Scan the material for the word "nodes" and return every matching line.

#### [Exercise material]
◇ ◇ ◇ ◇
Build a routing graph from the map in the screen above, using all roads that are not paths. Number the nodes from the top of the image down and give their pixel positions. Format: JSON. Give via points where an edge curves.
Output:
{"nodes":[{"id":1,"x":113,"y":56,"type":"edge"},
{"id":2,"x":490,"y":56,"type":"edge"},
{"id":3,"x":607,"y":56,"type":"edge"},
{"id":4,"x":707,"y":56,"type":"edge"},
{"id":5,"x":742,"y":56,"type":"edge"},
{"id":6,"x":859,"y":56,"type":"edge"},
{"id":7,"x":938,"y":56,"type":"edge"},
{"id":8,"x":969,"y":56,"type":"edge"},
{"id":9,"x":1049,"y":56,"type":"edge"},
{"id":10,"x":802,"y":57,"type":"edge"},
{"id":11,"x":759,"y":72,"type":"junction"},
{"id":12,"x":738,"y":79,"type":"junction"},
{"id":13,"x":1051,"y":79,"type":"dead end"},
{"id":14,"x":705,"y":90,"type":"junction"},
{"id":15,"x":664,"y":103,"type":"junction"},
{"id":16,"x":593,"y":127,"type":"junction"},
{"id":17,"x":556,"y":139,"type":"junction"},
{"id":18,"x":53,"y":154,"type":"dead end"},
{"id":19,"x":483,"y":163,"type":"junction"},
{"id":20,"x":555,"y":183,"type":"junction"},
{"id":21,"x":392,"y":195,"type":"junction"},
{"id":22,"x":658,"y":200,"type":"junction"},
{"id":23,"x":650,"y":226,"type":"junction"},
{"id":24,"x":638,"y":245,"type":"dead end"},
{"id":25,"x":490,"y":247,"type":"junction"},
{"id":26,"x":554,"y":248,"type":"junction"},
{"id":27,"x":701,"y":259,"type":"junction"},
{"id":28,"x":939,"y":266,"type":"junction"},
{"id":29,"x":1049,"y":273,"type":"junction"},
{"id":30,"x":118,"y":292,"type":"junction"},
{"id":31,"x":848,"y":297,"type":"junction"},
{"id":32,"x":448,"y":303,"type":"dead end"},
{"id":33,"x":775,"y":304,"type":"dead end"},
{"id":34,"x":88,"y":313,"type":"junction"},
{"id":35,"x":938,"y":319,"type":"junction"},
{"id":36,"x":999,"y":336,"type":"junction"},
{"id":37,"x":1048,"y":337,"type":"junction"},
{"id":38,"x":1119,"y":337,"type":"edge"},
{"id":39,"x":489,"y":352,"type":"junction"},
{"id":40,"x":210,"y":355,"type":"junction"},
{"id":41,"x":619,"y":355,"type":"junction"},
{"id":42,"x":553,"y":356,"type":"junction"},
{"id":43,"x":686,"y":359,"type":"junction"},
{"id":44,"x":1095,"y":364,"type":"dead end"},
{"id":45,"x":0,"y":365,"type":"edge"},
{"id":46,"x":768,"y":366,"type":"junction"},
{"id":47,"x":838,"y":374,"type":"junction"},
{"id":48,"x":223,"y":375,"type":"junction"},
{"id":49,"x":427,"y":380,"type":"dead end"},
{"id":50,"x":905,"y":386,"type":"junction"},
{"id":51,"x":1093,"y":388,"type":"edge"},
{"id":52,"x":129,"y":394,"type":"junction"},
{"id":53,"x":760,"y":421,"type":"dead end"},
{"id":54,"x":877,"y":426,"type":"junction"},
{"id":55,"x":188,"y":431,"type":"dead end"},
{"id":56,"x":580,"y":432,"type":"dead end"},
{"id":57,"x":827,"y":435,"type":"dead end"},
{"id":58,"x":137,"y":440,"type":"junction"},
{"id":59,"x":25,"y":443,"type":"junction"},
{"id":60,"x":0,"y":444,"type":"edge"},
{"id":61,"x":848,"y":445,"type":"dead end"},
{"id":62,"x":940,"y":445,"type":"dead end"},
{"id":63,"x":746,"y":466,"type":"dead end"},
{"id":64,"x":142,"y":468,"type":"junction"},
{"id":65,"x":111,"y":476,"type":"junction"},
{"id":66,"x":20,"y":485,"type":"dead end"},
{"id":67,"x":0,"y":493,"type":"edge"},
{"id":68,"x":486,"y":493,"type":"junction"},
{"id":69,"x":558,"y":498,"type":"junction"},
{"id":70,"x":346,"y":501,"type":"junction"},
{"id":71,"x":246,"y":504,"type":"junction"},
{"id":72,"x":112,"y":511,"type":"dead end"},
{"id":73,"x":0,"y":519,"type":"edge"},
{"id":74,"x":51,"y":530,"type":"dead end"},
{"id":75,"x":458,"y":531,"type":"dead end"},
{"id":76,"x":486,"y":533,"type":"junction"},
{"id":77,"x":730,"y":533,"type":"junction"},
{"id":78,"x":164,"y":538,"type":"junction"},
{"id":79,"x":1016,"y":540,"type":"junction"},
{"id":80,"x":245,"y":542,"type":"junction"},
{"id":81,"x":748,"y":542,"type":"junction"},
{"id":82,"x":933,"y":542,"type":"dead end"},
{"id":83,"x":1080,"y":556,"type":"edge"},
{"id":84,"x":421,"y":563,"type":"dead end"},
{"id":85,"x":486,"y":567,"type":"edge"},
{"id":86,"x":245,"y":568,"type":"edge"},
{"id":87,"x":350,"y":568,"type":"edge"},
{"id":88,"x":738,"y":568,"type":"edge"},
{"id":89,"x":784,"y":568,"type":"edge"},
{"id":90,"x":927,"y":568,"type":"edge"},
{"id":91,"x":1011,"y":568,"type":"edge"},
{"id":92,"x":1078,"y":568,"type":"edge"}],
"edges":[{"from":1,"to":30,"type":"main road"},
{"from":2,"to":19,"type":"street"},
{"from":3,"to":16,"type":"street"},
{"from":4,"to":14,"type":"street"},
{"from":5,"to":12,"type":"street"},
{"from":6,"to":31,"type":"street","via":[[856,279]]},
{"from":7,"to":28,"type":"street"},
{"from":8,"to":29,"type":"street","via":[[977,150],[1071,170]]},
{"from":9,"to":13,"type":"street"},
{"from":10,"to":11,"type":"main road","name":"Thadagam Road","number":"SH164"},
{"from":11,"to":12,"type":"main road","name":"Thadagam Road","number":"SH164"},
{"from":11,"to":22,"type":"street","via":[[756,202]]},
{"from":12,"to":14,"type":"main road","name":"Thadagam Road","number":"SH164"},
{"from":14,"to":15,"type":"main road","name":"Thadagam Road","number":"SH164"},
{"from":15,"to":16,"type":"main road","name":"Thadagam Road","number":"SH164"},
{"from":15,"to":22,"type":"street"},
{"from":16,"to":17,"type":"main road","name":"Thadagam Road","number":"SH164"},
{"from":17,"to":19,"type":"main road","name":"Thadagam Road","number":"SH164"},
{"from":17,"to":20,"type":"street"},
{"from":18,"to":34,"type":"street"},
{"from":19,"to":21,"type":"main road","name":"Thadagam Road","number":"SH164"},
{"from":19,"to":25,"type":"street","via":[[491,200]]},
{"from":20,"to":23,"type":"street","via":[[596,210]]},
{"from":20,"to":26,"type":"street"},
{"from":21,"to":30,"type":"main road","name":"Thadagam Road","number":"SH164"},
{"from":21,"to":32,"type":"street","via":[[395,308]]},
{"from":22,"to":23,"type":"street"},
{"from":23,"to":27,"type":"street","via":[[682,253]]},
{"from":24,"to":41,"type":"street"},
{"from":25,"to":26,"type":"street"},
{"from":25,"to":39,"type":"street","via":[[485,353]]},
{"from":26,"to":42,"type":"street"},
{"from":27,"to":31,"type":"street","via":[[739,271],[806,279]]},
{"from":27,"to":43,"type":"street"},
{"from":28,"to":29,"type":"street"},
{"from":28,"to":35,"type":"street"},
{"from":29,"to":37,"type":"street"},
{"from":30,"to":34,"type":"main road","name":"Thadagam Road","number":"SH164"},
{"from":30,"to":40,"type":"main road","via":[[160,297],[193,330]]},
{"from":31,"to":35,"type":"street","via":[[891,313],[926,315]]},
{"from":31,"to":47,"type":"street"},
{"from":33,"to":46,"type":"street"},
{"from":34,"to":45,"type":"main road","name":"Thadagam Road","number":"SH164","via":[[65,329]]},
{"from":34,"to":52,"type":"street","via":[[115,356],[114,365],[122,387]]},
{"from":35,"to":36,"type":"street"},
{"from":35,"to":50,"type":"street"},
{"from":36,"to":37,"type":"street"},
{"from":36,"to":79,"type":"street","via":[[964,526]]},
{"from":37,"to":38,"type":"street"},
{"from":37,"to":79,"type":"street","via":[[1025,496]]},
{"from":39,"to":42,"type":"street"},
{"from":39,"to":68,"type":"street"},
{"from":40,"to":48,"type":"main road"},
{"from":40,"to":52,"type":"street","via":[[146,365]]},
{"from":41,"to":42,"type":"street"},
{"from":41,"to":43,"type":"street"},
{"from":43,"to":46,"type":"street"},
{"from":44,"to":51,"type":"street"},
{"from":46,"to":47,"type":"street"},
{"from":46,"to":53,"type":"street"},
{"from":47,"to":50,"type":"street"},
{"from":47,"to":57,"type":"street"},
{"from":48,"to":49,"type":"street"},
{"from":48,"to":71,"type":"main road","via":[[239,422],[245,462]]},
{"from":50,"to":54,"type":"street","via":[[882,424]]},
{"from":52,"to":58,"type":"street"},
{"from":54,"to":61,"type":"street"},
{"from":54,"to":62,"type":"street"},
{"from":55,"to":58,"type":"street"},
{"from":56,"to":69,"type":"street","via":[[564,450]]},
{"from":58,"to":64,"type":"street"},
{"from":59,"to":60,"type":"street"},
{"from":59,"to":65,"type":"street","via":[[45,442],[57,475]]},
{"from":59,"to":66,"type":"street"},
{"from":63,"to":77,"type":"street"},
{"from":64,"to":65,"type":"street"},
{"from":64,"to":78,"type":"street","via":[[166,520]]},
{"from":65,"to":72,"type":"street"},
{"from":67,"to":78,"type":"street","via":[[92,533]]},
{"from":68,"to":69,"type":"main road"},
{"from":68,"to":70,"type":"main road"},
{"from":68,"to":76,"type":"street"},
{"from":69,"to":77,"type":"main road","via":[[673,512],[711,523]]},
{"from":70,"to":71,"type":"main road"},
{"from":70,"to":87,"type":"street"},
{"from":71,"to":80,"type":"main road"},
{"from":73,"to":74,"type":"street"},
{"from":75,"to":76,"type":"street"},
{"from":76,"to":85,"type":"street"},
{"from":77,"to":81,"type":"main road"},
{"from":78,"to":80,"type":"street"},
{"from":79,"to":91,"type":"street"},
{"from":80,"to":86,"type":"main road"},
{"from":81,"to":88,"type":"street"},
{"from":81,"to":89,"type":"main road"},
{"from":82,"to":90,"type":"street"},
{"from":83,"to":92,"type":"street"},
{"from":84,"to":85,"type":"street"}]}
◇ ◇ ◇ ◇
#### [Expected answer]
Build a routing graph from the map in the screen above, using all roads that are not paths. Number the nodes from the top of the image down and give their pixel positions. Format: JSON. Give via points where an edge curves.
{"nodes":[{"id":1,"x":113,"y":56,"type":"edge"},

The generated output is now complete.